Secondly, teams should document goals and questions of interest task-by-task in the test plan moderator guide and share this guide with the management team well ahead of test time. Doing so will confirm the alignment of goals clearly by task and orient the usability practitioner's attention towards the classification of the problems in a prioritized manner. The step-by-step goal notes would be useful not only for recorded sessions, as in Jacobson’s studies, but also for in person, moderated sessions. Thirdly, problems should be organized and presented in a fashion that prioritizes problems of greatest severity and consolidates similar, overlapping problems.

Qualitative and Quantitative Testing

Wilson (2006) argues that a triangulation should exist to balance both qualitative and quantitative measures into usability testing. Although formative “think aloud” testing is important gage of the qualitative assessment of the user’s experience with an emphasis on diagnosis and correction of major problems, by nature, the empiricism of quantitative data is valuable, especially when it can aid in the identification and prioritization of usability problems.
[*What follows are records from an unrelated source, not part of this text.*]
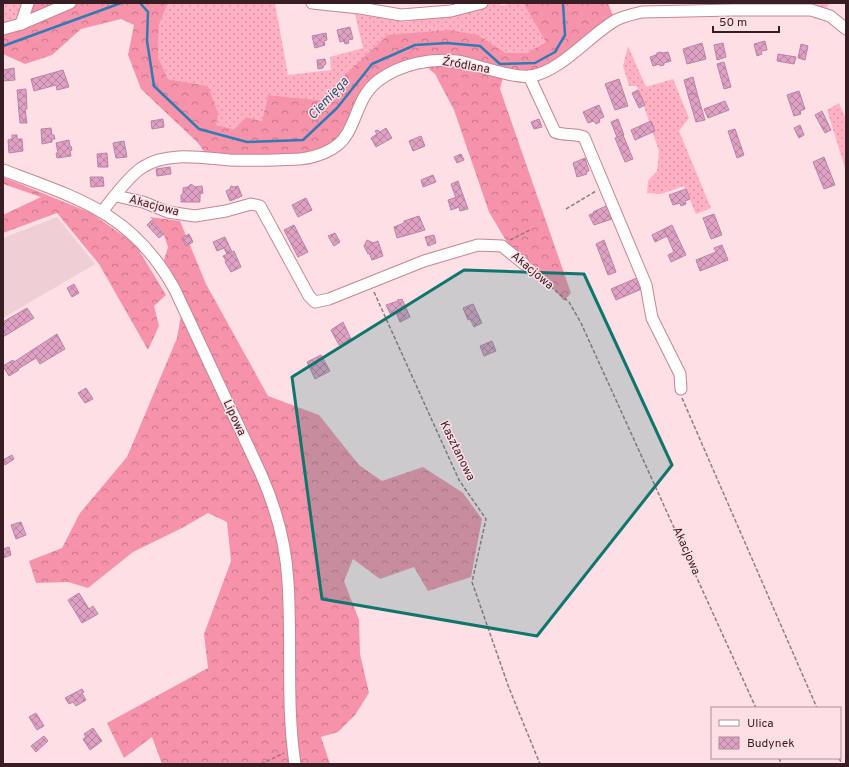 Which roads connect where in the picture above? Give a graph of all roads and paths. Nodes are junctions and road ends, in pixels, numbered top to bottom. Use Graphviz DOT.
graph roads {
  1 [pos="28,3"];
  2 [pos="70,3"];
  3 [pos="312,3"];
  4 [pos="482,3"];
  5 [pos="360,6"];
  6 [pos="454,7"];
  7 [pos="21,24"];
  8 [pos="3,30"];
  9 [pos="846,30"];
  10 [pos="529,76"];
  11 [pos="3,170"];
  12 [pos="603,181"];
  13 [pos="116,196"];
  14 [pos="566,209"];
  15 [pos="102,212"];
  16 [pos="530,230"];
  17 [pos="502,246"];
  18 [pos="524,264"];
  19 [pos="370,283"];
  20 [pos="681,389"];
  21 [pos="756,707"];
  22 [pos="817,707"];
  23 [pos="293,751"];
  24 [pos="261,764"];
  25 [pos="295,764"];
  26 [pos="540,764"];
  1 -- 7 [label="street"];
  2 -- 7 [label="street"];
  3 -- 5 [label="street"];
  4 -- 6 [label="street"];
  5 -- 6 [label="street"];
  7 -- 8 [label="street"];
  9 -- 10 [label="street, Źródlana"];
  10 -- 12 [label="street"];
  10 -- 13 [label="street, Źródlana"];
  11 -- 15 [label="street, Lipowa"];
  12 -- 14 [label="path"];
  12 -- 20 [label="street"];
  13 -- 15 [label="street, Źródlana"];
  13 -- 19 [label="street, Akacjowa"];
  15 -- 23 [label="street, Lipowa"];
  16 -- 17 [label="path"];
  17 -- 18 [label="street, Akacjowa"];
  17 -- 19 [label="street, Akacjowa"];
  18 -- 21 [label="path, Akacjowa"];
  19 -- 26 [label="path, Kasztanowa"];
  20 -- 22 [label="path"];
  23 -- 24 [label="path"];
  23 -- 25 [label="street, Lipowa"];
}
Quantitative measures such as the system usability scale (SUS) post-test, also enable clear, measured evaluations of overall satisfaction that can be formed and quickly compared across different users and organizations. Additionally, quantitative measures may be more intelligible to developers and management with an analytical mindset. Overall, quantitative measures should be used in concert with qualitative “think aloud” testing, particularly to bolster confidence in the validity of usability results and persuade the developers to take remedial action.

Conclusion

In conclusion, due to the multiple confounding factors and inconsistencies that diminish the reliability of usability evaluations, less emphasis should be placed on reliability and more on the efficiency of usability evaluations- the ability to develop value with limited resources. The following takeaways are recommended to improve the reliability, but more importantly the efficiency of usability evaluations:

Practitioner's Takeaways

Number of users: start with 5, but add more users for cases of great interface complexity or high risk (for high risk consult with regulations).
Communication with Management: work closely with management and development team to develop tasks and develop a strong moderator’s guide that address goals, task by task. Address any discrepancies or questions far in advance.
Team Collaboration: work with the team to practice and prepare for evaluations with emphasis on modeling the observation and moderation style of the team’s strongest members.
Test Content: concentrate and iterate on the few, most important features of an interface and validate tasks with management.
Methodology: Triage test methodology with interviews, surveys, scales, etc when it will enhance the management and development team’s understanding.
Test Analysis: Prior to conducting session, create a moderator’s guide with detailed step-by-step notes. Prioritize problems by severity and consolidate similar problems.
Qualitative and Quantitative Measures: incorporate a mixture of qualitative and quantitative measures to boost validity and persuade developers to take action.

Works Cited

Francik, E. (2017). Five, ten, or twenty-five – How many test participants? | Newsletter from Human Factors International. HFI. Retrieved 15 March 2017, from http://www.humanfactors.com/newsletters/how_many_test_participants.asp

Jacobsen, N. E., Hertzum, M., & John, B. E. (1998, April). The evaluator effect in usability tests. In CHI 98 Cconference Summary on Human Factors in Computing Systems (pp. 255-256). ACM.

Lindgaard, G., & Chattratichart, J. (2007, April). Usability testing: what have we overlooked?. In Proceedings of the SIGCHI conference on Human factors in computing systems (pp. 1415-1424). ACM.

Molich, R., & Dumas, J. S. (2008). Comparative usability evaluation (CUE-4). Behaviour & Information Technology, 27(3), 263-281.

Spool, J., & Schroeder, W. (2001, March). Testing web sites: Five users is nowhere near enough. In CHI'01 extended abstracts on Human factors in computing systems (pp. 285-286). ACM.

Wilson, C. E. (2006). Triangulation: the explicit use of multiple methods, measures, and approaches for determining core issues in product development. interactions, 13(6), 46-ff.